Ann Fanshaw’s Mantua
1752-53
Made for Ann Fanshaw in 1751-52. The Museum of London has this amazing Mantua as part of their display and they have some wonderful photo’s of it in their Online Collection (click here for link!) From what we can gather Mantua’s were a style of dress linked to the 1600’s and were still being worn in the early 1700’s in general wear – Pastime Pleasures, who do the costumes for Hampton Court Palace, did an excellent collection of paper versions in a display they made for the Eighteenth Century section of the Hampton Palace. They moved from general wear or ‘Day Wear’ or ‘Undress’ to lingering only in Court wear. This fashion for mantua’s as high fashion evidently clung on well into the 1750’s which is evident in Ann Fanshaw having this dress made for her. We have a page set up for the brief history of the Mantua so if you wanted to take a look or are interested in learning more then please click here. You can see here from this above image the typical detail of the skirts of the mantua sweeping fashionably over the hips and remaining and falling at the back part of the dress. The dress here has robings (the folds of fabric that run down the front edge of the outer bodice) which are laid over an embellished stomacher of the same metallic lace as the dress. As far as our understanding of embroidery goes, this dress isn’t embroidered but is a woven pattern, rich with flowers and feathers and close repeated pattern.

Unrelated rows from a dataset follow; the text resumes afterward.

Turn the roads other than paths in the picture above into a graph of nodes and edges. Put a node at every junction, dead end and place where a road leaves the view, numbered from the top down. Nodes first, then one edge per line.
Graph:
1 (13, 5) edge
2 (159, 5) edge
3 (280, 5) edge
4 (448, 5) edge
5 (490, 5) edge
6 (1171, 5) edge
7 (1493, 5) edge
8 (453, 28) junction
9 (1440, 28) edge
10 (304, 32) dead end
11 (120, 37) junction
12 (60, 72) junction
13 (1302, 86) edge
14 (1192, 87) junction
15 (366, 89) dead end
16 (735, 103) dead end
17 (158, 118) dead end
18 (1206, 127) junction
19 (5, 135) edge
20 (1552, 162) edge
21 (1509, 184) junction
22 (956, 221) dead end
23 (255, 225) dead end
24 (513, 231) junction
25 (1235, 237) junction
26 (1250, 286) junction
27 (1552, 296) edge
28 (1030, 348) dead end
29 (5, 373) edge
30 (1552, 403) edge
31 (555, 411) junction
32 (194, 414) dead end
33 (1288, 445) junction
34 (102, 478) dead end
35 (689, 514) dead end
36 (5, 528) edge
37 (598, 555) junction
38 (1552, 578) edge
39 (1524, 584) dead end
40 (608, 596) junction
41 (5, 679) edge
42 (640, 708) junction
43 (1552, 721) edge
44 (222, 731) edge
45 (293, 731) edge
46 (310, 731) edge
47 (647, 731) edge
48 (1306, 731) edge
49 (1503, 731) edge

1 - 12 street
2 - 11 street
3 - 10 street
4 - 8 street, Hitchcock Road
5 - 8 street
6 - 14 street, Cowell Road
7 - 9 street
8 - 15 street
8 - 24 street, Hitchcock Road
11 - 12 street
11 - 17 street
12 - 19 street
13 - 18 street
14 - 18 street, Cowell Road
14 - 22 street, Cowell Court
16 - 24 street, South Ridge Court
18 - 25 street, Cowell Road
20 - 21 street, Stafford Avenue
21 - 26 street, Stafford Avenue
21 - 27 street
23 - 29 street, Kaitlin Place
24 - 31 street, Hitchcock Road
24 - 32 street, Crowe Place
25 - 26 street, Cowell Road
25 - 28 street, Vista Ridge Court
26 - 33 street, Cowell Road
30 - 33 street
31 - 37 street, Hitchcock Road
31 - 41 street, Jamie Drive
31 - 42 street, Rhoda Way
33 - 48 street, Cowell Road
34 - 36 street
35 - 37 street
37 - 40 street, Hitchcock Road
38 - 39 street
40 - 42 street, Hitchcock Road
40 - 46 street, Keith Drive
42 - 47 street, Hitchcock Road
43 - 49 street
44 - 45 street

From this Side View Image you can clearly see the narrowness of the dress. This wasn’t a feature of the original mantua but shows the blend between mid 18thc fashions and this earlier form of dress.We’ll admit; the more we look into the eighteenth century the less we seem to be able to pin anything down as to exact details, but our general understanding is that mantuas weren’t ever sacks but seemed to be of the ‘Anglais style’.
This particular dress features the sewn-down pleats of the ‘anglais’ (as in the sewn down pleats that decorate the CB) and it appears, from this photo atleast, as if it’s been cut off and doesn’t go into the skirt. This may just be the photo. We’ve not really seen this in other Mantua’s – in the above photo it almost appears like it’s a jacket style bodice. We’ve also seen this ‘frill’, if you can call it that, draped around the back – there’s a dress in the Bath collection that has it and it was sewn on top and not part of the dress. Again, we’ve included it in our ‘Mantua Page’.
In the above image you can see this frill and how it’s attached covered by the silver trim. There is also a button, which for this period and because of it’s placing, does tend to be functional – possibly for pinning up the train. The ruffles, also pictured here have a slimmer version of the trim that runs along the bouncy and deep curves of those frills.
This image here is the long side view and again, it’s slimness is so noticeable. The petticoat seems to be cut neatly to the under hoops and has no gathers or pleats. You can see at the back that there is this extra bit hanging down and this would be the characteristic back skirt of the Mantua. See how the bodice is almost fuller and broader than the skirt.
Some of the dressmakers take such care at the fold pattern at the back of the sewn down pleats – they’ve done it beautifully! Using the pattern repeat and the match of the pleats is a useful way to see how the CB panel was cut and how much fabric was tucked in under those pleats. The fact that the pattern isn’t a mirror image design on the same line of the fabric means that to get the effect that they have achieved, they must have seamed the CB and dropped one side of the back panel down to the next line of pattern. This proof of the back panel having been cut means that for the CB pleat atleast we can’t guess at what the pleat allowance is but for the others we can. The blue flower meeting the yellow rose appears to be only a matter of inches – perhaps 4″. The red flower to red berry is about the same, adding a bit for the curve and showing the slight, usual curve that was cut into the anglais pleats. The yellow flower butting up against the other yellow is a mere matter of inches.
Here in the above image is a clear shot of the design sprig and wave of the weave. The metallic threads in this were likely to be silver and geniune – the lace aswell, is probably real silver.